Rafael Luciani is one of three Latin American theologians chosen as consultants on “synodality” for the Synod. He hopes he will be able to offer the synod a non-clerical vision.

“If there is no co-governance, there is no understanding of the Church that involves all the baptized,” Luciani says.

“Co-governance does not mean that one person makes the final decision … It means that a discernment has to be done together and decisions have to be made together, not explained from the top down.”

Luciani sees the synod on synodality as an opportunity to contribute “from a non-clerical vision and from a vision of communities that see the Church and the experience of Christianity in a different way than, say, a bishop.”

This involves examining the Church structures that which decide who participates, who makes the decisions, how decisions are made and evaluated and their subsequent accountability.

“The bishops have an economic council because it is mandated by the Code of Canon Law,” Luciani explains.

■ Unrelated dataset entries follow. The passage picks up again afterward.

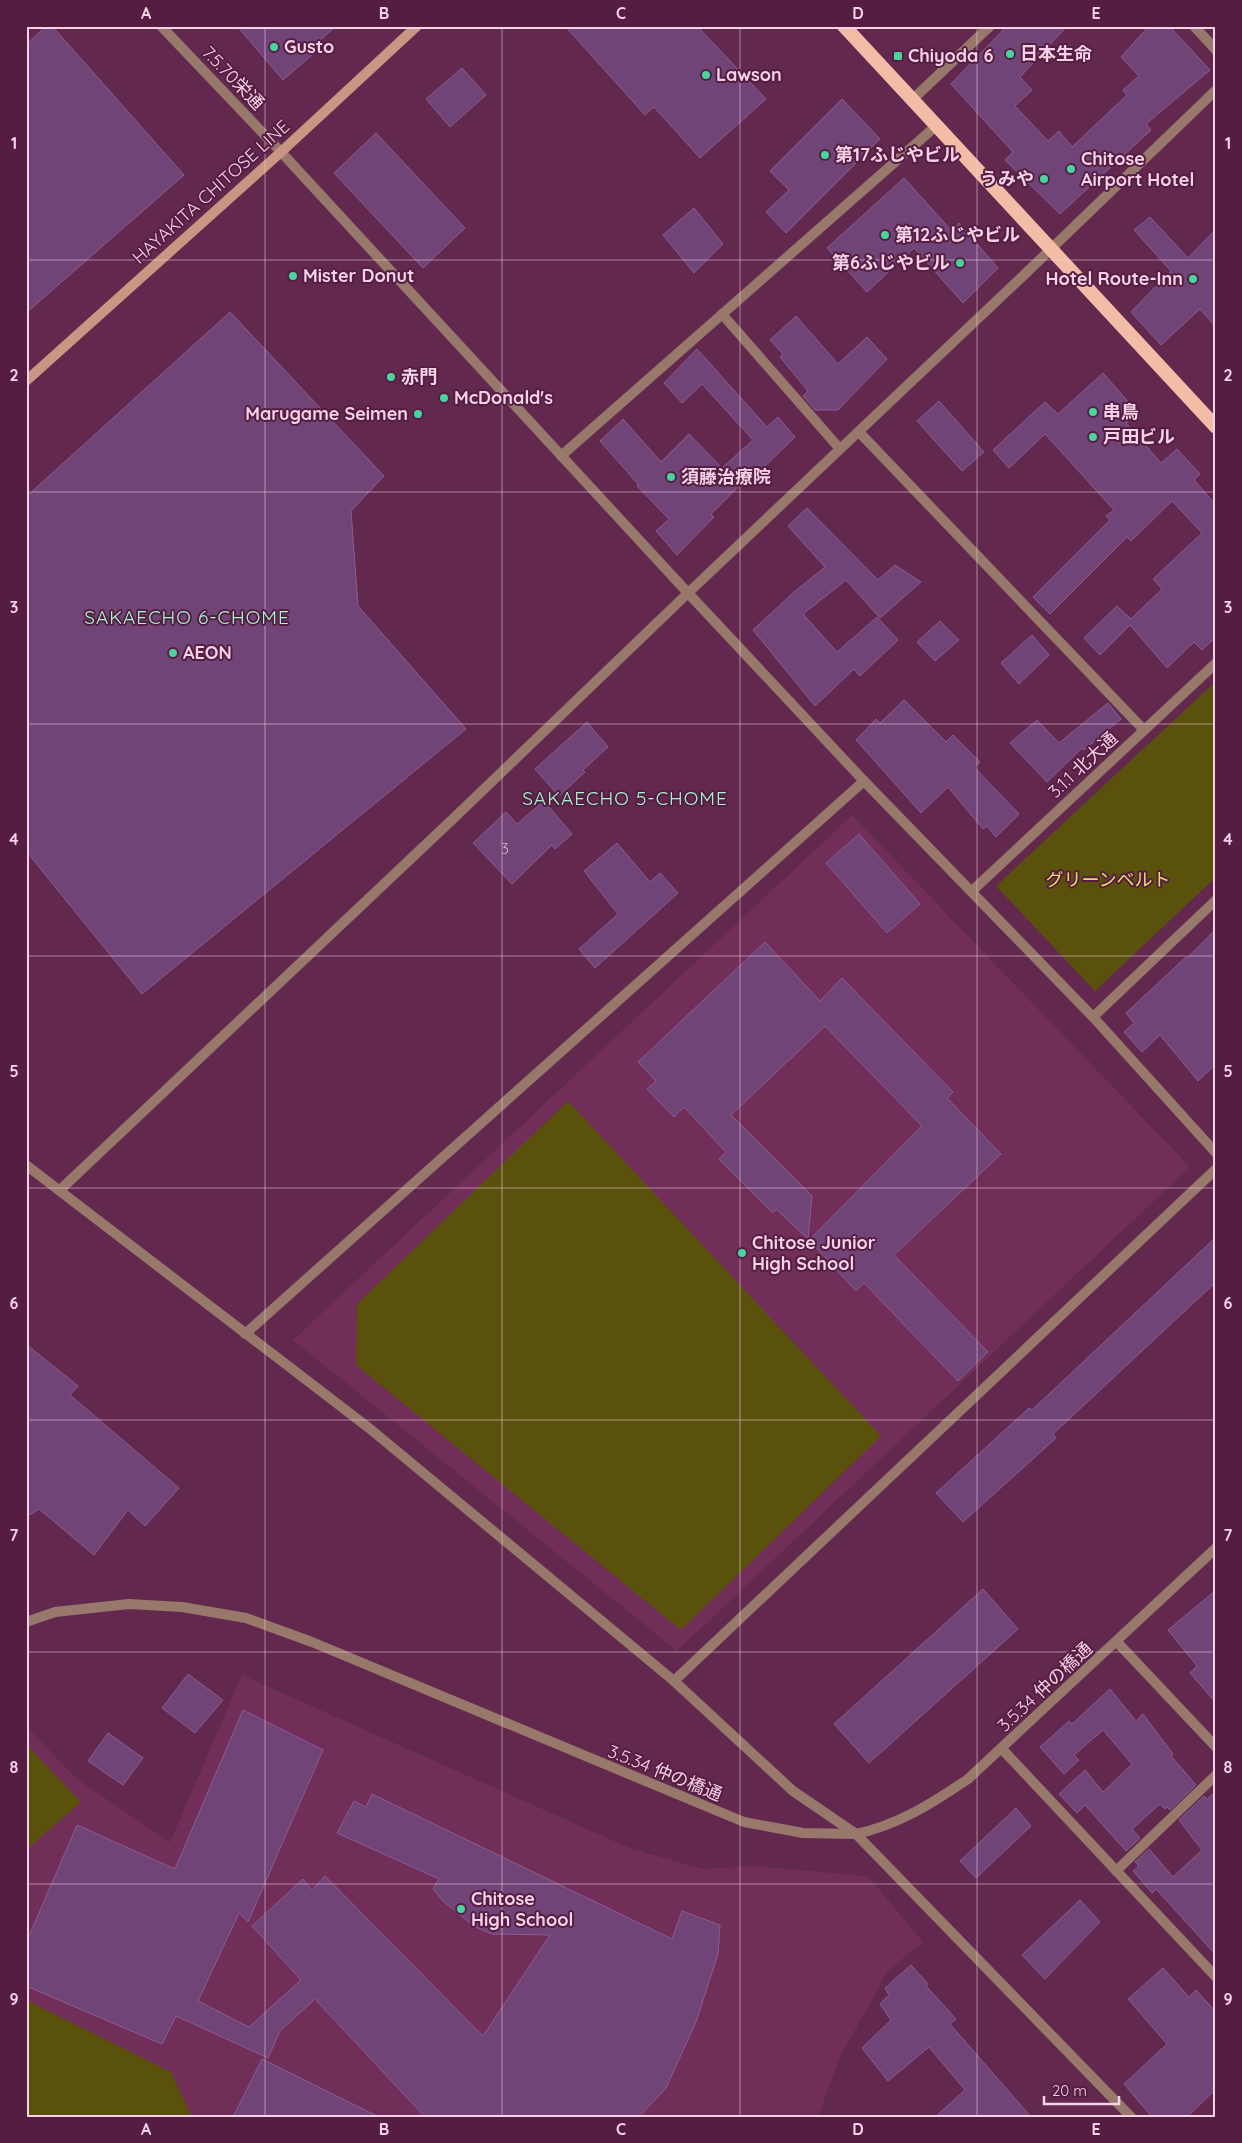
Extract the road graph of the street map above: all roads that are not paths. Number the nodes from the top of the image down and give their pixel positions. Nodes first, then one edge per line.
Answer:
1 (161, 26) edge
2 (417, 26) edge
3 (844, 26) edge
4 (990, 26) edge
5 (1194, 26) edge
6 (1216, 50) edge
7 (1216, 90) edge
8 (912, 100) junction
9 (936, 126) junction
10 (281, 152) junction
11 (1051, 250) junction
12 (722, 314) junction
13 (26, 381) edge
14 (1216, 427) edge
15 (859, 432) junction
16 (840, 450) junction
17 (561, 456) junction
18 (688, 593) junction
19 (1216, 663) edge
20 (1144, 730) junction
21 (864, 781) junction
22 (972, 891) junction
23 (1216, 900) edge
24 (1093, 1017) junction
25 (1216, 1153) edge
26 (26, 1164) edge
27 (1216, 1169) edge
28 (60, 1190) junction
29 (245, 1334) junction
30 (1216, 1548) edge
31 (26, 1622) edge
32 (1117, 1642) junction
33 (674, 1681) junction
34 (1216, 1747) edge
35 (1002, 1749) junction
36 (1216, 1776) edge
37 (856, 1834) junction
38 (1116, 1871) junction
39 (1214, 1970) edge
40 (1131, 2117) edge

1 - 10 street, 7.5.70栄通
2 - 10 main road, HAYAKITA CHITOSE LINE
3 - 8 highway
4 - 8 street
5 - 6 street
7 - 11 street
8 - 9 highway
9 - 11 highway
9 - 12 street
10 - 13 main road, HAYAKITA CHITOSE LINE
10 - 17 street, 7.5.70栄通
11 - 14 highway
11 - 15 street
12 - 16 street
12 - 17 street
15 - 16 street
15 - 20 street
16 - 18 street
17 - 18 street, 7.5.70栄通
18 - 21 street, 7.5.70栄通
18 - 28 street
19 - 20 street, 3.1.1 北大通
20 - 22 street, 3.1.1 北大通
21 - 22 street, 7.5.70栄通
21 - 29 street
22 - 24 street, 7.5.70栄通
23 - 24 street
24 - 25 street, 7.5.70栄通
26 - 28 street
27 - 33 street
28 - 29 street
29 - 33 street
30 - 32 street, 3.5.34 仲の橋通
31 - 37 street, 3.5.34 仲の橋通
32 - 34 street
32 - 35 street, 3.5.34 仲の橋通
33 - 37 street
35 - 37 street, 3.5.34 仲の橋通
35 - 38 street
36 - 38 street
37 - 40 street
38 - 39 street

“But a diocesan ministry council, which is where laity, religious and priests can be together making a discernment of that diocese, most bishops haven’t installed it.

“I believe there are structures that have to be taken advantage of in a synodal way, and, on the other hand, to create new synodal structures.

These structures need co-governance: without this, there is no understanding of the Church that involves all the baptized, he says.

“The difficult thing is that it [synodality] assumes that if structures are reconfigured, it’s necessary to change seminaries and parishes and models of church governance and functioning.

“For me, it is a reconfiguration of the whole Church in its relationships, in its work dynamics, in its structures of participation, and that is why there is resistance.”

Today, there are synodal paths or processes in several countries. “Some see all this as a threat, a looming schism,” Luciani says.

“These processes must happen at the local level because there are different problems between one Church and the other at the social, political and theological spheres. Forming consensus means that when a decision was made at the local Church level through synodal processes, that local Church must continue in communion with the other churches and that’s where the opportunity of a universal synod comes in.”

This can help achieve a universal consensus, Luciani says. Rather than Rome imposing one line, Rome will reach consensus with the participation of the local Churches.

Consensus ensures this decision does not imply a rupture with the Church of Rome, Luciani says.

The fact that the local Church has authority is something new for the bishops, and it’s what Francis seeks for when he speaks of decentralization, where the local Church has doctrinal authority and authority for the creation of ministries, always within the framework of the communion of the Church.